_HOW TO COMPLETE THIS TASK_
Below are records with pictures in them. Output exactly the lines from the one with "pinky tip: (191, 247)" through the one with "middle dip: (165, 91)", both included, and leave every picture out; give only those lines.

+++ DATA TO PROCESS

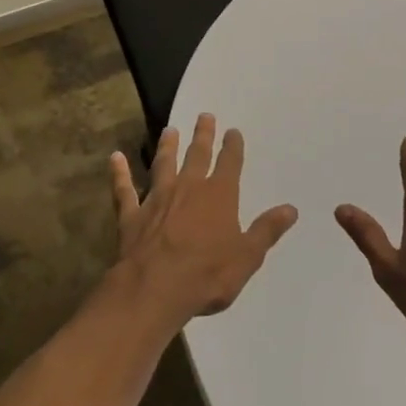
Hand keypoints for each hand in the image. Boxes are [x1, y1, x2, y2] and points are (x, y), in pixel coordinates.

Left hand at [110, 113, 298, 326]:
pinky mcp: (132, 215)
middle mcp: (189, 188)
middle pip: (197, 155)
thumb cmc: (207, 275)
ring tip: (169, 130)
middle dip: (203, 135)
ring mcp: (157, 198)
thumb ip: (267, 231)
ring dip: (167, 147)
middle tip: (205, 116)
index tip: (233, 131)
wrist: (154, 289)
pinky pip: (124, 190)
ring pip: (163, 164)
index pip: (229, 163)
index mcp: (219, 196)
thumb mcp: (247, 257)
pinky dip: (119, 174)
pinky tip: (115, 158)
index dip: (233, 146)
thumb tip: (291, 209)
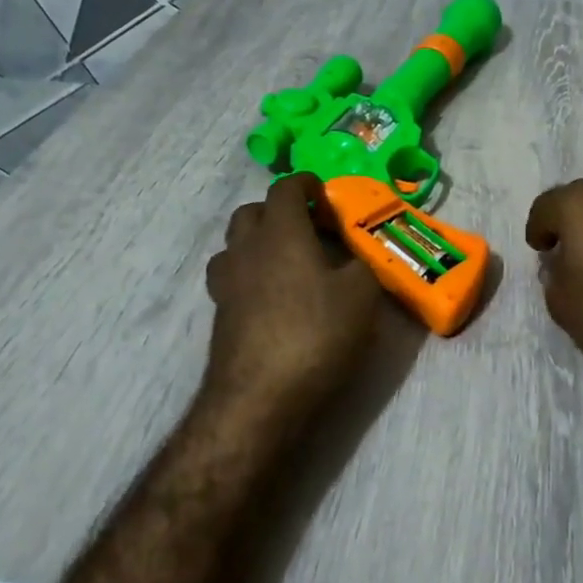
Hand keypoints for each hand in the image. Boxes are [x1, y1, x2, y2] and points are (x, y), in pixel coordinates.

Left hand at [205, 173, 382, 425]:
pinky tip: (273, 298)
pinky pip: (232, 278)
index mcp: (281, 232)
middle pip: (252, 211)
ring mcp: (227, 282)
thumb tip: (357, 255)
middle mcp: (247, 248)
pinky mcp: (219, 314)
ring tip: (288, 263)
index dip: (306, 185)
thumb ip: (363, 264)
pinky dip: (250, 275)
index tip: (325, 196)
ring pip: (236, 245)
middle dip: (279, 211)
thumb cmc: (315, 334)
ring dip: (259, 243)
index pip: (285, 188)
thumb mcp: (361, 295)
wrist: (260, 398)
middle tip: (310, 229)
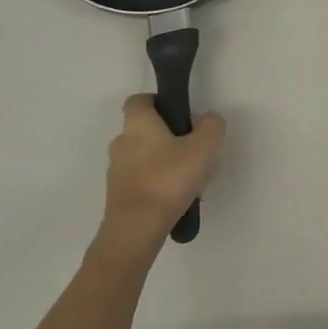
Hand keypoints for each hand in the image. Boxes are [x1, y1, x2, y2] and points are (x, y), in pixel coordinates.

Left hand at [95, 95, 226, 263]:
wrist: (136, 228)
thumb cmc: (168, 179)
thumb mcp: (203, 148)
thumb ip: (211, 127)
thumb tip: (208, 119)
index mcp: (138, 123)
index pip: (140, 100)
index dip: (159, 102)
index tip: (179, 115)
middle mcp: (121, 142)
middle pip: (145, 130)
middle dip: (168, 137)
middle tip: (193, 151)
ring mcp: (116, 170)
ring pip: (144, 157)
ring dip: (164, 163)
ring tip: (190, 181)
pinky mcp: (118, 195)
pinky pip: (141, 180)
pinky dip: (157, 184)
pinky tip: (177, 200)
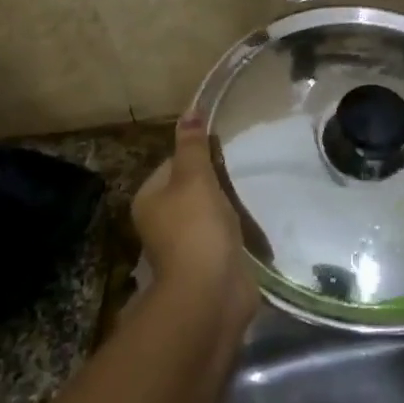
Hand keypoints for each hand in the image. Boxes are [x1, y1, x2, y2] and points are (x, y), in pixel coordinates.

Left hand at [132, 115, 256, 323]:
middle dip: (216, 181)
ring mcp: (185, 245)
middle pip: (190, 188)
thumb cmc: (196, 228)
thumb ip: (193, 145)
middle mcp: (161, 222)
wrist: (211, 292)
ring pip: (208, 213)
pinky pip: (223, 235)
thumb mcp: (194, 178)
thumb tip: (190, 110)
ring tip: (252, 192)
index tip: (225, 151)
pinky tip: (254, 222)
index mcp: (149, 199)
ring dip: (228, 206)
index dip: (198, 154)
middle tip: (242, 170)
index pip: (172, 164)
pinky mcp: (208, 262)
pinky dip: (236, 229)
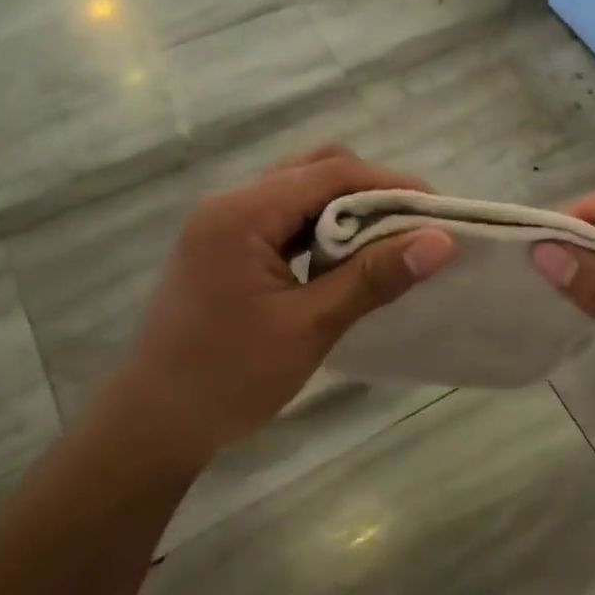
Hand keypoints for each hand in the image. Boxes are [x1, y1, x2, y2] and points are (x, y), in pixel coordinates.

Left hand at [117, 147, 456, 469]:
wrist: (153, 424)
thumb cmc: (230, 377)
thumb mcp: (310, 327)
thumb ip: (374, 278)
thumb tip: (441, 242)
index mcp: (242, 213)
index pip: (330, 172)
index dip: (390, 185)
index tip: (437, 211)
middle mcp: (230, 204)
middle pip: (314, 170)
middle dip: (370, 192)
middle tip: (413, 228)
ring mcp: (223, 224)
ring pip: (299, 192)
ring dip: (346, 210)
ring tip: (389, 243)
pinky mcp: (225, 246)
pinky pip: (283, 219)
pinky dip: (320, 229)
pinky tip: (346, 260)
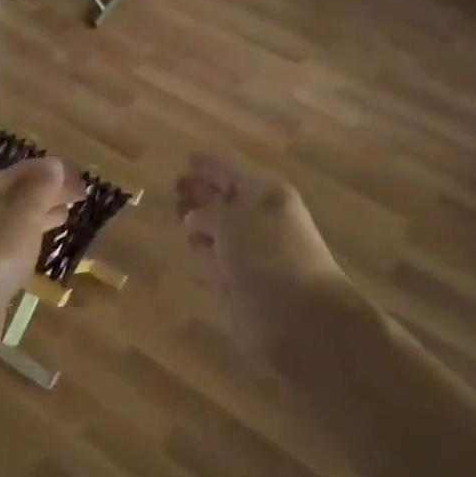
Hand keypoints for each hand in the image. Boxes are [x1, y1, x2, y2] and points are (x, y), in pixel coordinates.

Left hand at [0, 157, 83, 378]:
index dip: (56, 172)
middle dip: (49, 193)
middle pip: (20, 194)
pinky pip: (11, 247)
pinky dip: (30, 242)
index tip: (83, 181)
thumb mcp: (23, 212)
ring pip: (16, 221)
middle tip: (80, 197)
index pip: (27, 170)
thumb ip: (40, 188)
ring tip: (65, 217)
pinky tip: (40, 250)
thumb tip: (53, 165)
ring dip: (40, 216)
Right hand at [175, 153, 351, 354]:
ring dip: (201, 225)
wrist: (299, 318)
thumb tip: (194, 217)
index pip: (231, 174)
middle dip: (201, 194)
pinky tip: (191, 247)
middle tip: (176, 188)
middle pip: (224, 202)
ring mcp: (252, 255)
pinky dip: (205, 256)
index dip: (209, 168)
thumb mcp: (231, 221)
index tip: (188, 158)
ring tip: (178, 212)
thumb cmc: (267, 255)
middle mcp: (260, 222)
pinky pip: (217, 261)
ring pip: (219, 233)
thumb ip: (207, 213)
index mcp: (266, 196)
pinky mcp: (242, 285)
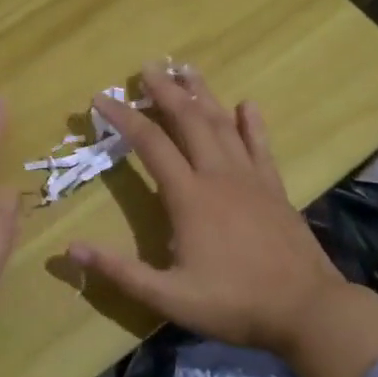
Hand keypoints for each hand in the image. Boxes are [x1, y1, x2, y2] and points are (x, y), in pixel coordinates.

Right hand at [65, 66, 377, 375]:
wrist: (307, 309)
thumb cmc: (234, 304)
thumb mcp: (169, 297)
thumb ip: (120, 271)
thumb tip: (70, 249)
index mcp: (189, 197)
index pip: (150, 145)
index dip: (123, 118)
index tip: (101, 98)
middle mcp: (219, 176)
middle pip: (189, 121)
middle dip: (165, 91)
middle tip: (148, 66)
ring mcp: (250, 178)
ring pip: (223, 125)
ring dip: (203, 95)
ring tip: (187, 69)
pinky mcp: (275, 188)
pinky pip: (260, 146)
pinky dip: (252, 123)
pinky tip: (247, 104)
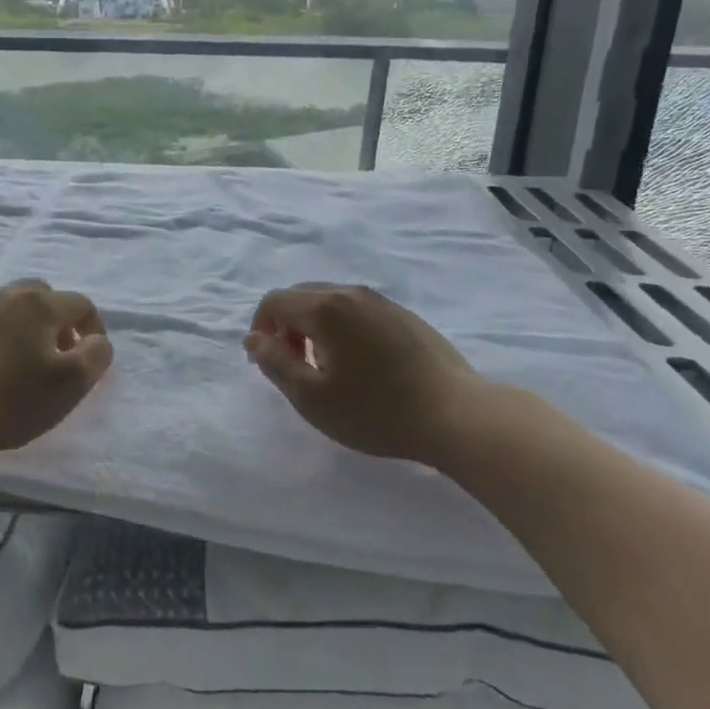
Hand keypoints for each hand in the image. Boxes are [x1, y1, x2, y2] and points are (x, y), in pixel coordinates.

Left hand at [0, 279, 112, 465]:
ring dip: (23, 326)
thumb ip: (95, 356)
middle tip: (56, 354)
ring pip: (9, 306)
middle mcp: (5, 296)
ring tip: (21, 361)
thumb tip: (96, 341)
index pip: (81, 304)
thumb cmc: (10, 399)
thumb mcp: (70, 385)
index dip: (93, 329)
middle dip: (57, 320)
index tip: (90, 359)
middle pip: (42, 295)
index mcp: (39, 305)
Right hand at [243, 283, 503, 467]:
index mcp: (325, 307)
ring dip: (314, 327)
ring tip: (326, 368)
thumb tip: (254, 339)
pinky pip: (357, 311)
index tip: (266, 364)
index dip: (260, 329)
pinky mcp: (404, 316)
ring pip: (330, 302)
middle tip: (293, 367)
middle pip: (301, 296)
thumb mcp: (311, 397)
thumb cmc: (375, 411)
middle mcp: (351, 293)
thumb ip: (274, 363)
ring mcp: (382, 302)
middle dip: (285, 326)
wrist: (456, 415)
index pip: (274, 301)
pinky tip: (359, 365)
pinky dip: (341, 328)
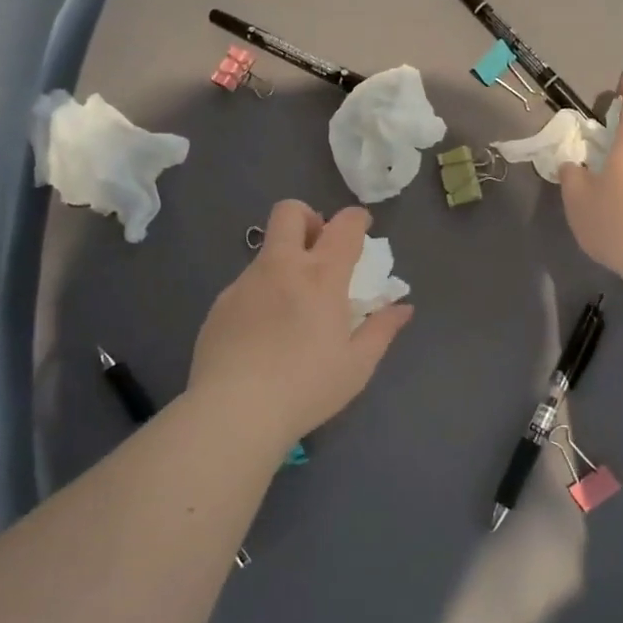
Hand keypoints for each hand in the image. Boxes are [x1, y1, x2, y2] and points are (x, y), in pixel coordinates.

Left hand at [188, 201, 412, 443]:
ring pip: (267, 252)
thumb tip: (402, 308)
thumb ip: (381, 330)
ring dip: (285, 263)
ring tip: (293, 310)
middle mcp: (281, 267)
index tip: (361, 228)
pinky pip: (247, 285)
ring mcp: (245, 283)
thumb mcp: (357, 365)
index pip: (344, 226)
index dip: (356, 219)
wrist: (234, 410)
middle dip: (308, 218)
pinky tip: (264, 335)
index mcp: (321, 277)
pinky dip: (262, 295)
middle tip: (318, 250)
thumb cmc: (306, 387)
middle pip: (289, 213)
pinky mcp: (220, 304)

++++++

_EXERCISE ANSWER_
pinky tip: (191, 247)
middle tip: (176, 188)
middle pip: (224, 202)
ring mcp: (252, 255)
pinky dip: (205, 256)
index dip: (209, 168)
thumb mcp: (231, 221)
index tip: (188, 158)
ring tip: (178, 212)
thumb cmc: (267, 255)
middle mcp: (260, 222)
pinky pip: (217, 261)
ring pip: (219, 233)
thumb ip: (207, 213)
index mcp: (266, 196)
pinky mcp: (242, 285)
Hand keypoints for each hand in the image. Boxes are [x1, y1, x2, y2] and points are (x, y), in pixel coordinates.

Right hand at [65, 66, 377, 375]:
wrist: (307, 309)
thumb cmc: (234, 304)
thumb mcp: (169, 297)
thumb ip: (120, 271)
thumb tip: (70, 249)
index mcp: (189, 197)
index pip: (150, 145)
index dip: (123, 118)
index tip: (101, 98)
middle mcp: (219, 176)
middle pip: (189, 121)
middle dip: (165, 91)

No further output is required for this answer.